Drake tries a risky micro-jump in the hope of escaping from the starfighters closing on the ship.
Virtually every display on the bridge went blank as the ship slid into hyperspace. Velocity, nonexistent. Scans, null. Thrust, zero. On the view screens, a dull gray mist replaced the pinpricked darkness of normal space.
Our transition into hyperspace was successful, as expected. The true danger came when the ship returned to normal space, which it would do in three seconds.

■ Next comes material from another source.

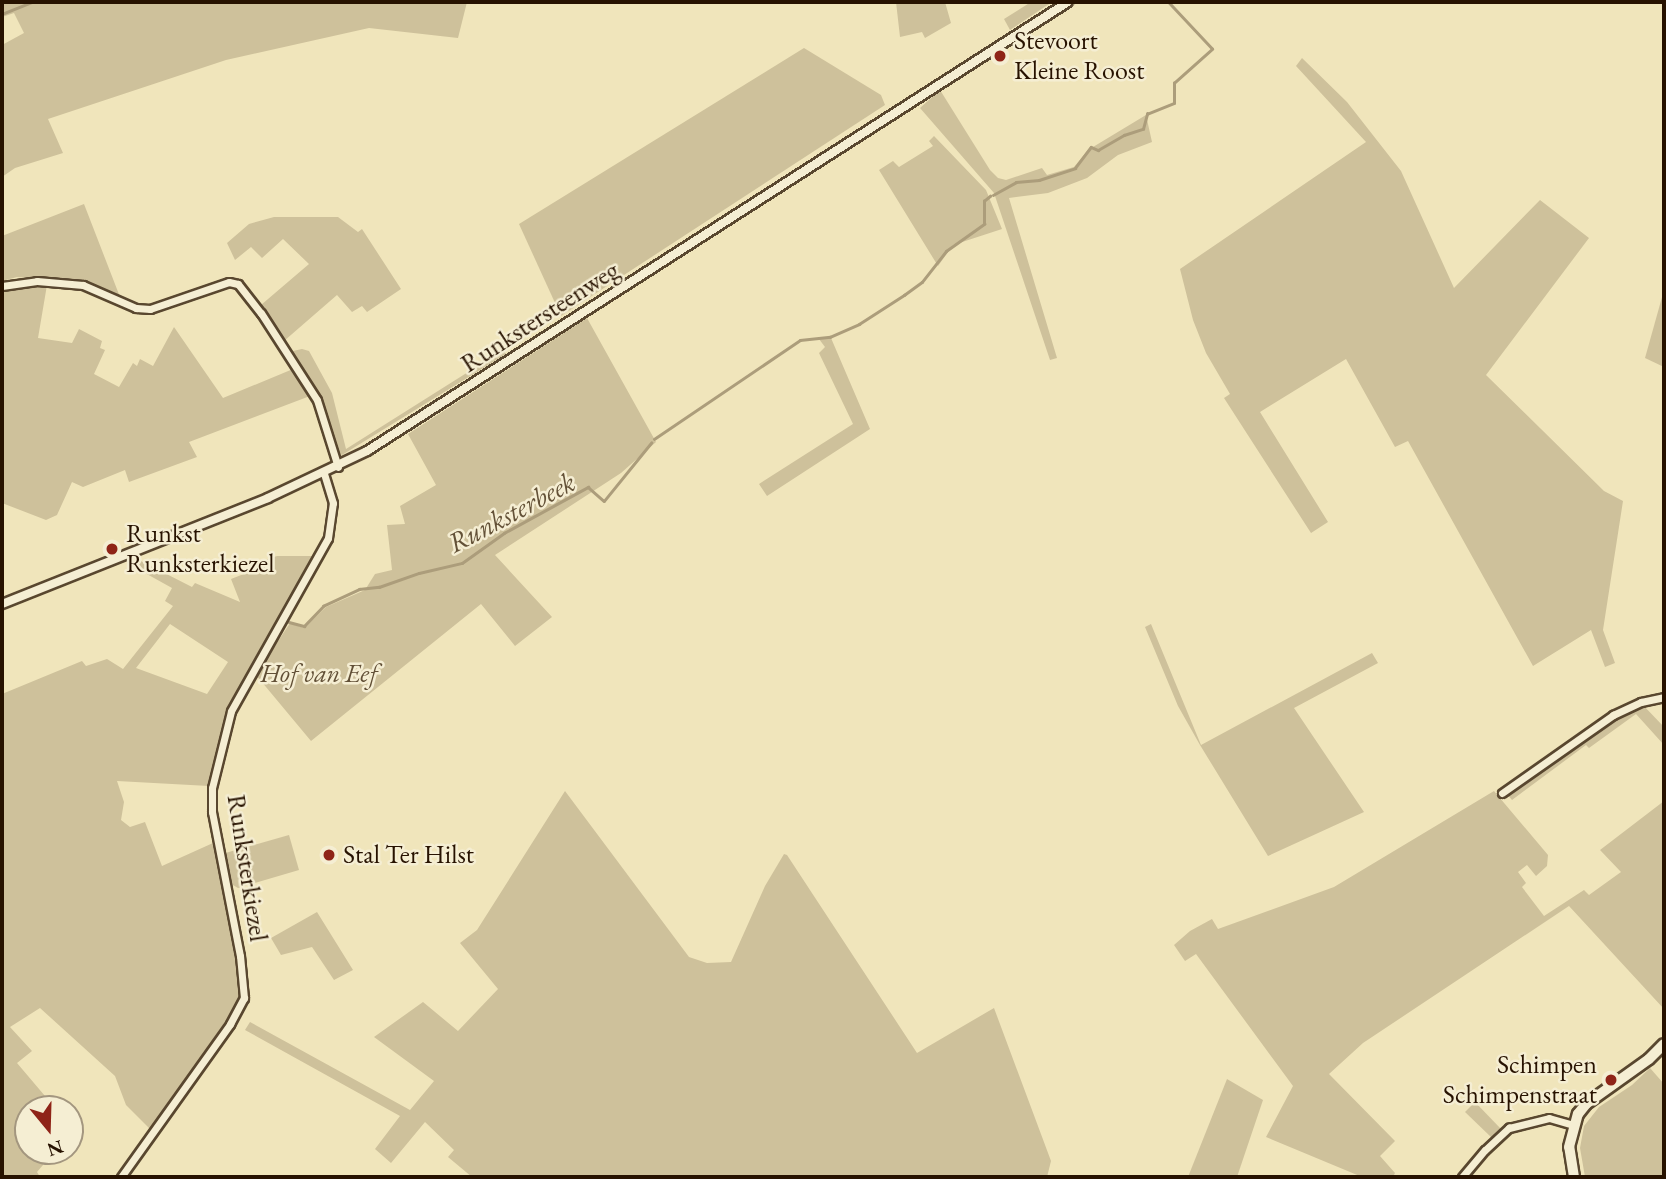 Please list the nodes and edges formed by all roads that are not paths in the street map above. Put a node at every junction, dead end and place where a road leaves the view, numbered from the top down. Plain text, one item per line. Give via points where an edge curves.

The mist vanished from the view screens. The controls flared to life and the proximity alarm blared as the scanners picked the two freighters, both within a thousand kilometers of us.
“Gunners, fire at will!”
The soft whine of lasers discharging sounded just ahead of my command, probably the work of the two Space Patrol vets. The other lasers weren’t far behind. Most of those first shots missed, but a few burned away pieces of the two freighters.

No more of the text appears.